All-time state records for March 16thThe state record high temperature for this date is 75 degrees F at Fairmont (Martin County), New Ulm (Brown County), and St Peter (Nicollet County) in 1930, and again at Luverne (Rock County) in 1966; the state record low temperature for this date is -34 degrees F at Pokegama Dam (Itasca County) in 1899. State record precipitation for this date is 2.44 inches at Lynd (Lyon County) in 1917; and state record snowfall for this date is 24.0 inches also at Lynd (Lyon County) in 1917.
Past Weather Features:A period of bitter cold ended on March 16, 1897 as temperatures went from below 0 F readings in the morning to afternoon highs in the 30s and 40s F. For pioneer settlers in Campbell (Wilkin County) it was the last below 0 F reading of a long, bitter winter. Further north at Detroit Lakes, after bottoming out at -43 degrees F on March 15th temperatures rise to 56 degrees F by the 18th. For the rest of March temperatures moderated from the 30s F to 50s F, prompting rapid snow melt and spring flooding.

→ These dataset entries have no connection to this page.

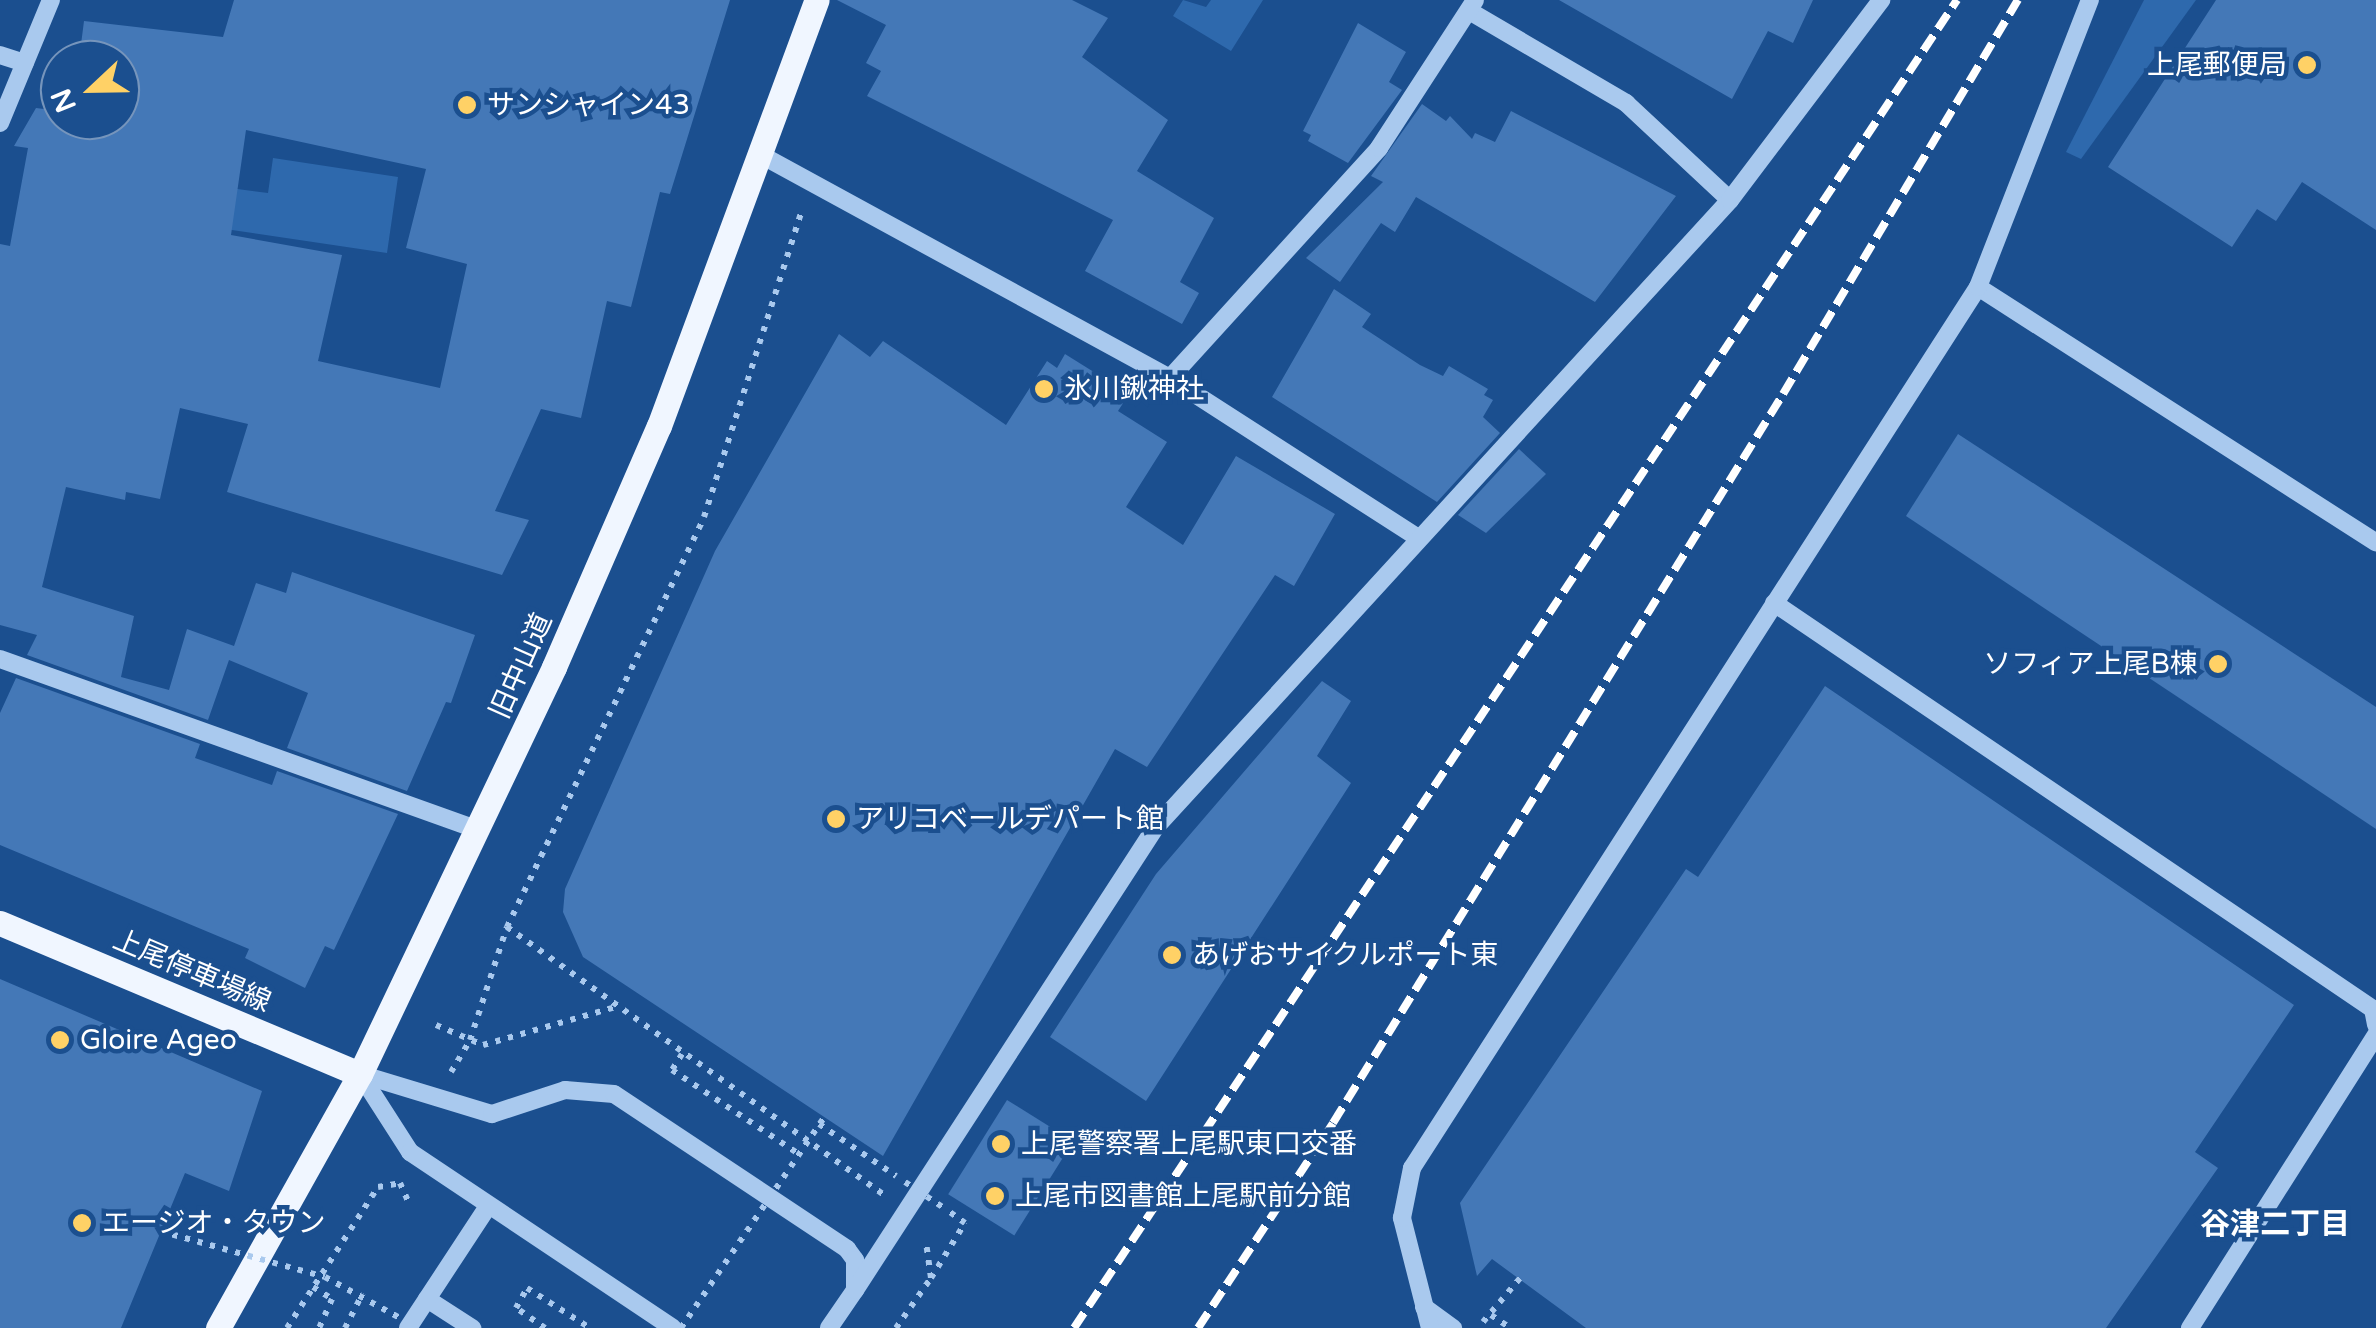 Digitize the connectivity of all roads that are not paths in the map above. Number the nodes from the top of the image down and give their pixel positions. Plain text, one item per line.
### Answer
1 (52, 0) edge
2 (817, 0) edge
3 (1881, 0) edge
4 (2090, 0) edge
5 (1473, 6) edge
6 (0, 54) edge
7 (26, 63) junction
8 (0, 123) edge
9 (761, 155) junction
10 (1730, 200) junction
11 (1978, 287) junction
12 (1170, 378) junction
13 (1418, 538) junction
14 (2376, 543) edge
15 (1774, 604) junction
16 (0, 659) edge
17 (480, 830) junction
18 (0, 922) edge
19 (2376, 1025) edge
20 (2376, 1035) edge
21 (360, 1074) junction
22 (488, 1206) junction
23 (855, 1290) junction
24 (428, 1299) junction
25 (1424, 1308) junction
26 (218, 1328) edge
27 (408, 1328) edge
28 (472, 1328) edge
29 (672, 1328) edge
30 (829, 1328) edge
31 (1430, 1328) edge
32 (1453, 1328) edge
33 (2190, 1328) edge

1 - 7 street
2 - 9 main road, 旧中山道
3 - 10 street
4 - 11 street
5 - 10 street
5 - 12 street
6 - 7 street
7 - 8 street
9 - 12 street
9 - 17 main road, 旧中山道
10 - 13 street
11 - 14 street
11 - 15 street
12 - 13 street
13 - 23 street
15 - 19 street
15 - 25 street
16 - 17 street
17 - 21 main road, 旧中山道
18 - 21 main road, 上尾停車場線
20 - 33 street
21 - 22 street
21 - 23 street
21 - 26 main road, 旧中山道
22 - 24 street
22 - 29 street
23 - 30 street
24 - 27 street
24 - 28 street
25 - 31 street
25 - 32 street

A winter storm brought heavy snowfall to Minnesota over March 16-17, 1917. Railroad traffic was blocked for a period of time as huge drifts covered the tracks. Some of the snowfalls from this storm included: 12 inches at Milaca, New London, and Bird Island; 13 inches at Collegeville and Redwood Falls; 14 inches at St Cloud and Glencoe; 15 inches at Duluth; 17 inches at Hutchinson; 18 inches at Willmar and Tyler; 20 inches at Canby; and 24 inches at Lynd. That month, Duluth reported 48.2 inches of snowfall, with a maximum snow depth of 40 inches.
A brief, but record-setting warm spell visited the state over March 15-16, 1930. Many climate observers saw temperatures climb into the 70s F, setting record highs. Among these locations: Chaska, Hutchinson, Faribault, Fairmont, Waseca, Pipestone, New Ulm, St Peter, and the Twin Cities. It was 68 degrees F as far north as Floodwood. Following the early spring warm up, temperatures plummeted to single digit lows on the 21st of March.
The St Patrick's Day Blizzard struck Minnesota on March 17, 1965. Some incredible snowfall amounts were reported, as roads schools were closed. Some of the reported snowfalls included; 12 inches at Springfield, Cloquet, Gaylord, and New London; 13 inches at St Cloud and Santiago; 14 inches at Hutchinson, Two Harbors and Buffalo; 17 inches at Duluth; 18 inches at Mora; and 23.6 inches at Collegeville.